Protostorming

What a fantastic start to the year! My colleagues and I decided to try something new for our STEM/STEAM lessons. Our primary classrooms are grouped as double units; each pair of classrooms is joined by a large glass double door. We decided to join two classes at a time, so that means over 50 students all working together. 

I was a bit worried that it might be a bit ambitious at the start of the school year, but our students really stepped up and I was suprised by how calm it was despite the large numbers! 

To kick off the year, we had a quick recap on what STEM is, and then we were straight into creating. The learning intentions were to practice working as a team and using our resilience strategies when things didn't go as planned. 

As part of starting off the school year smoothly, students had already been tuned into what resilience looks, sounds and feels like with their class teachers:

By Year 3 Students

By Year 3 Students

Each table group had a different material and they had a short amount of time to brainstorm some words to describe the properties of their item. The items included straws, stockings, paper napkins, cotton balls, icy pole sticks, toothpicks, rubber bands and string. They then needed to quickly draw and write some ideas for what they could make using that item as the main (not sole) ingredient.

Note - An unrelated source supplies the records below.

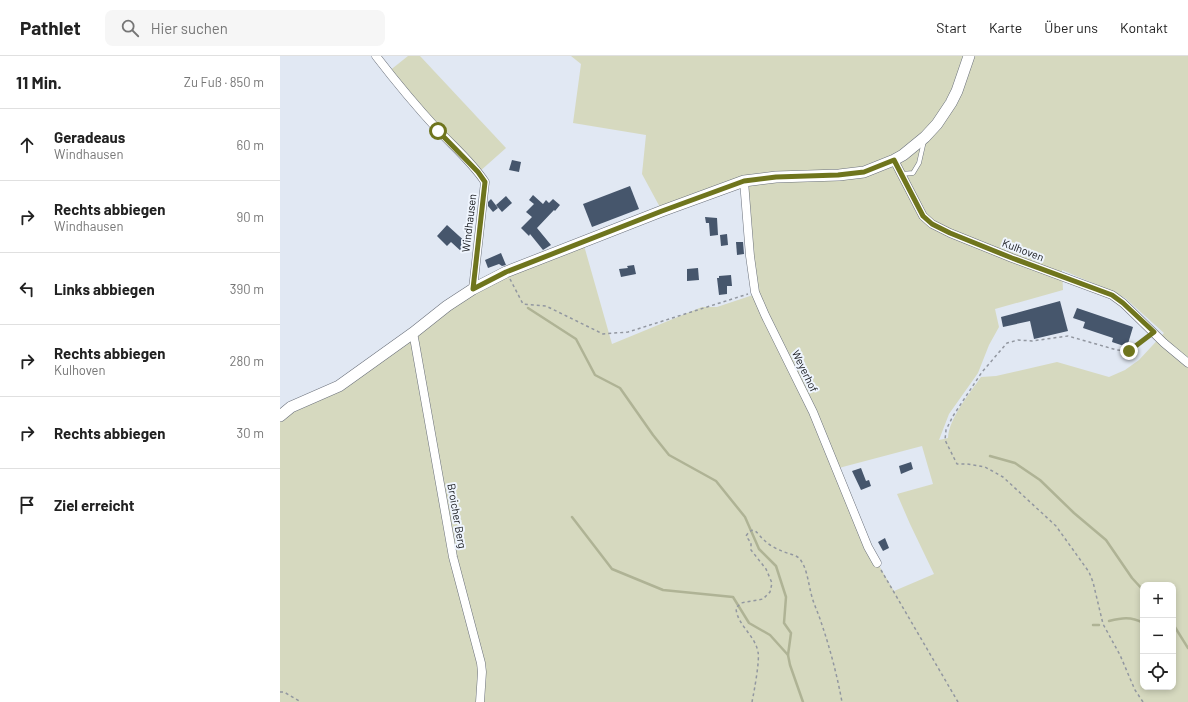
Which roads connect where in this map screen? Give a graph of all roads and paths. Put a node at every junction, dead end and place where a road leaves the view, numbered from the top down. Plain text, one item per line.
1 (376, 56) edge
2 (969, 56) edge
3 (925, 137) junction
4 (894, 160) junction
5 (901, 174) junction
6 (744, 181) junction
7 (506, 272) junction
8 (473, 289) junction
9 (755, 292) junction
10 (1154, 332) junction
11 (412, 333) junction
12 (1188, 363) edge
13 (280, 416) edge
14 (877, 563) joint
15 (280, 692) edge
16 (1139, 697) junction
17 (302, 702) edge
18 (480, 702) edge
19 (752, 702) edge
20 (842, 702) edge
21 (958, 702) edge
22 (1139, 702) edge
23 (1143, 702) edge

1 - 8 street, Windhausen
2 - 3 street
3 - 4 street
3 - 5 lane
4 - 5 street, Kulhoven
4 - 6 street
5 - 10 street, Kulhoven
6 - 7 street
6 - 9 street, Weyerhof
7 - 8 street
7 - 9 path
8 - 11 street
9 - 14 street, Weyerhof
10 - 12 street, Kulhoven
10 - 16 path
11 - 13 street
11 - 18 street, Broicher Berg
14 - 21 path
15 - 17 path
16 - 22 path
16 - 23 path
19 - 20 path

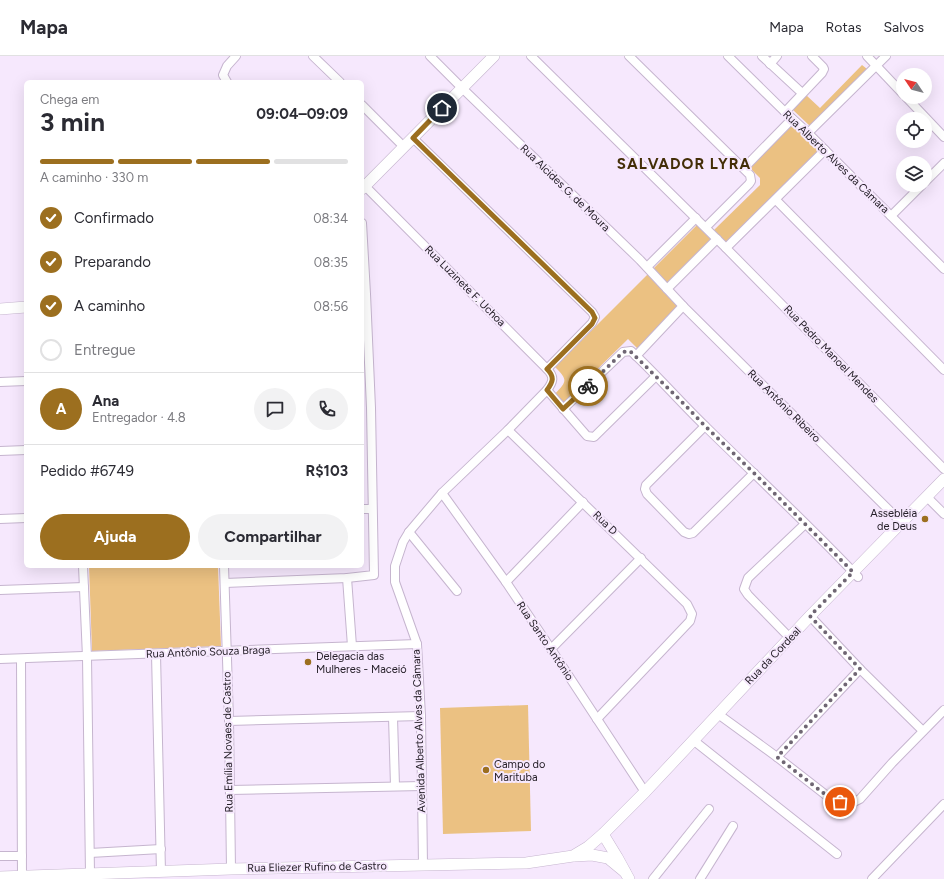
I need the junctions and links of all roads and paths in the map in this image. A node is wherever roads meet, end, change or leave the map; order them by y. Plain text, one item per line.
1 (236, 56) edge
2 (313, 56) edge
3 (430, 56) edge
4 (494, 56) edge
5 (531, 56) edge
6 (629, 56) edge
7 (728, 56) edge
8 (762, 56) edge
9 (777, 56) edge
10 (812, 56) edge
11 (867, 56) edge
12 (886, 56) edge
13 (770, 64) junction
14 (877, 66) junction
15 (226, 80) edge
16 (338, 80) edge
17 (896, 86) edge
18 (462, 88) junction
19 (802, 93) junction
20 (913, 104) edge
21 (364, 107) edge
22 (784, 112) junction
23 (792, 119) junction
24 (808, 133) junction
25 (944, 137) edge
26 (413, 138) junction
27 (404, 147) junction
28 (826, 150) junction
29 (944, 163) edge
30 (744, 168) junction
31 (932, 175) edge
32 (364, 187) edge
33 (364, 189) edge
34 (915, 192) edge
35 (776, 200) junction
36 (891, 216) junction
37 (696, 218) junction
38 (706, 227) junction
39 (717, 239) junction
40 (726, 248) junction
41 (943, 266) edge
42 (647, 267) junction
43 (667, 289) junction
44 (364, 294) edge
45 (684, 306) junction
46 (24, 307) edge
47 (0, 308) edge
48 (633, 354) junction
49 (547, 369) junction
50 (944, 370) edge
51 (656, 376) junction
52 (24, 380) edge
53 (0, 382) edge
54 (547, 390) junction
55 (563, 409) junction
56 (705, 426) junction
57 (508, 430) junction
58 (24, 450) edge
59 (0, 451) edge
60 (944, 469) edge
61 (754, 473) junction
62 (944, 479) edge
63 (442, 493) junction
64 (927, 497) junction
65 (583, 502) junction
66 (372, 508) junction
67 (364, 509) edge
68 (944, 514) edge
69 (24, 518) edge
70 (0, 519) edge
71 (902, 523) junction
72 (805, 524) junction
73 (409, 532) junction
74 (641, 558) junction
75 (83, 568) edge
76 (224, 568) edge
77 (856, 575) junction
78 (347, 578) junction
79 (506, 582) junction
80 (225, 583) junction
81 (84, 587) junction
82 (0, 590) edge
83 (457, 591) dead end
84 (810, 616) junction
85 (790, 638) junction
86 (417, 644) junction
87 (352, 646) junction
88 (551, 649) junction
89 (226, 652) junction
90 (156, 654) junction
91 (87, 657) junction
92 (0, 659) edge
93 (21, 659) junction
94 (860, 669) junction
95 (944, 710) edge
96 (718, 714) junction
97 (421, 716) junction
98 (393, 717) junction
99 (597, 719) junction
100 (229, 721) junction
101 (923, 731) junction
102 (693, 740) junction
103 (777, 757) junction
104 (395, 786) junction
105 (422, 786) junction
106 (230, 790) junction
107 (645, 792) junction
108 (944, 804) edge
109 (709, 808) dead end
110 (734, 826) dead end
111 (602, 834) junction
112 (161, 849) junction
113 (90, 853) junction
114 (837, 854) dead end
115 (0, 856) edge
116 (22, 856) junction
117 (573, 856) junction
118 (423, 865) junction
119 (231, 869) junction
120 (161, 872) junction
121 (90, 874) junction
122 (22, 876) junction
123 (627, 876) edge
124 (0, 877) edge
125 (654, 879) edge
126 (700, 879) edge
127 (872, 879) edge

1 - 15 street
2 - 16 street
3 - 18 street, Rua Alcides G. de Moura
4 - 18 street
5 - 37 street, Rua Pedro Manoel Mendes
6 - 30 street
7 - 22 street, Rua Alberto Alves da Câmara
8 - 13 street
9 - 13 street
10 - 19 street
11 - 14 street
12 - 14 street
13 - 19 street
14 - 17 street
14 - 24 street
18 - 26 street
18 - 42 street, Rua Alcides G. de Moura
19 - 22 street
20 - 25 street
21 - 27 street
22 - 23 street, Rua Alberto Alves da Câmara
23 - 24 street, Rua Alberto Alves da Câmara
23 - 30 street
24 - 28 street, Rua Alberto Alves da Câmara
26 - 27 street
26 - 49 street
27 - 32 street
28 - 35 street
28 - 36 street, Rua Alberto Alves da Câmara
29 - 31 street
30 - 38 street
33 - 49 street, Rua Luzinete F. Uchoa
34 - 36 street
35 - 40 street
35 - 50 street
36 - 41 street, Rua Alberto Alves da Câmara
37 - 38 street, Rua Pedro Manoel Mendes
37 - 42 street
38 - 39 street, Rua Pedro Manoel Mendes
39 - 40 street, Rua Pedro Manoel Mendes
39 - 43 street
40 - 60 street, Rua Pedro Manoel Mendes
42 - 43 street, Rua Alcides G. de Moura
43 - 45 street, Rua Antônio Ribeiro
44 - 66 street
45 - 48 street
45 - 71 street, Rua Antônio Ribeiro
46 - 47 street
48 - 51 street
48 - 55 street
49 - 54 street
51 - 55 street
51 - 56 street
52 - 53 street
54 - 55 street
54 - 57 street, Avenida Alberto Alves da Câmara
56 - 61 street
56 - 61 street
57 - 63 street, Avenida Alberto Alves da Câmara
57 - 65 street, Rua D
58 - 59 street
61 - 72 street
62 - 64 street, Rua da Cordeal
63 - 73 street, Avenida Alberto Alves da Câmara
63 - 79 street, Rua Santo Antônio
64 - 68 street
64 - 71 street, Rua da Cordeal
65 - 74 street, Rua D
65 - 79 street
66 - 67 street
66 - 78 street
69 - 70 street
71 - 77 street, Rua da Cordeal
72 - 77 street
72 - 85 street
73 - 83 street
73 - 86 street, Avenida Alberto Alves da Câmara
74 - 88 street
74 - 99 street, Rua D
75 - 81 street
76 - 80 street, Rua Emília Novaes de Castro
77 - 84 street, Rua da Cordeal
78 - 80 street
78 - 87 street
79 - 88 street, Rua Santo Antônio
80 - 89 street, Rua Emília Novaes de Castro
81 - 82 street
81 - 91 street
84 - 85 street, Rua da Cordeal
84 - 94 street
85 - 96 street, Rua da Cordeal
86 - 87 street, Rua Antônio Souza Braga
86 - 97 street, Avenida Alberto Alves da Câmara
87 - 89 street, Rua Antônio Souza Braga
88 - 99 street, Rua Santo Antônio
89 - 90 street, Rua Antônio Souza Braga
89 - 100 street, Rua Emília Novaes de Castro
90 - 91 street, Rua Antônio Souza Braga
90 - 112 street
91 - 93 street, Rua Antônio Souza Braga
91 - 113 street
92 - 93 street, Rua Antônio Souza Braga
93 - 116 street
94 - 101 street
94 - 103 street
95 - 101 street
96 - 102 street, Rua da Cordeal
96 - 103 street
97 - 98 street
97 - 105 street, Avenida Alberto Alves da Câmara
98 - 100 street
98 - 104 street
99 - 107 street, Rua Santo Antônio
100 - 106 street, Rua Emília Novaes de Castro
101 - 103 street
102 - 107 street, Rua da Cordeal
102 - 114 street
104 - 105 street
104 - 106 street
105 - 118 street, Avenida Alberto Alves da Câmara
106 - 119 street, Rua Emília Novaes de Castro
107 - 111 street, Rua da Cordeal
108 - 127 street
109 - 125 street
110 - 126 street
111 - 117 street, Rua Eliezer Rufino de Castro
111 - 123 street
112 - 113 street
112 - 120 street
113 - 121 street
115 - 116 street
116 - 122 street
117 - 118 street, Rua Eliezer Rufino de Castro
117 - 123 street
118 - 119 street, Rua Eliezer Rufino de Castro
119 - 120 street, Rua Eliezer Rufino de Castro
120 - 121 street, Rua Eliezer Rufino de Castro
121 - 122 street, Rua Eliezer Rufino de Castro
122 - 124 street, Rua Eliezer Rufino de Castro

I then introduced the concept of protostorming (inspired and taken from Questacon's makerspace sessions during STEM X Academy). Students were instructed to use any available materials to rapidly build lots of rough, unfinished prototypes or models. The focus was on quantity not quality, and the goal was just to get them creating.  They loved it and came up with so many fantastic ideas!   

STEM X Academy

What a privilege it was to attend STEM X Academy 2018, a five-day residential program held in Canberra for primary and secondary teachers.  This inspiring program connects teachers with expert researchers, scientists, innovators and educators, and was developed by ASTA (Australian Science Teachers Association), Questacon and CSIRO. I was incredibly lucky to receive a generous scholarship from Stile Education; one of many highlights was the opportunity to meet Stile’s founder, Dr Alan Finkel, Australia’s Chief Scientist.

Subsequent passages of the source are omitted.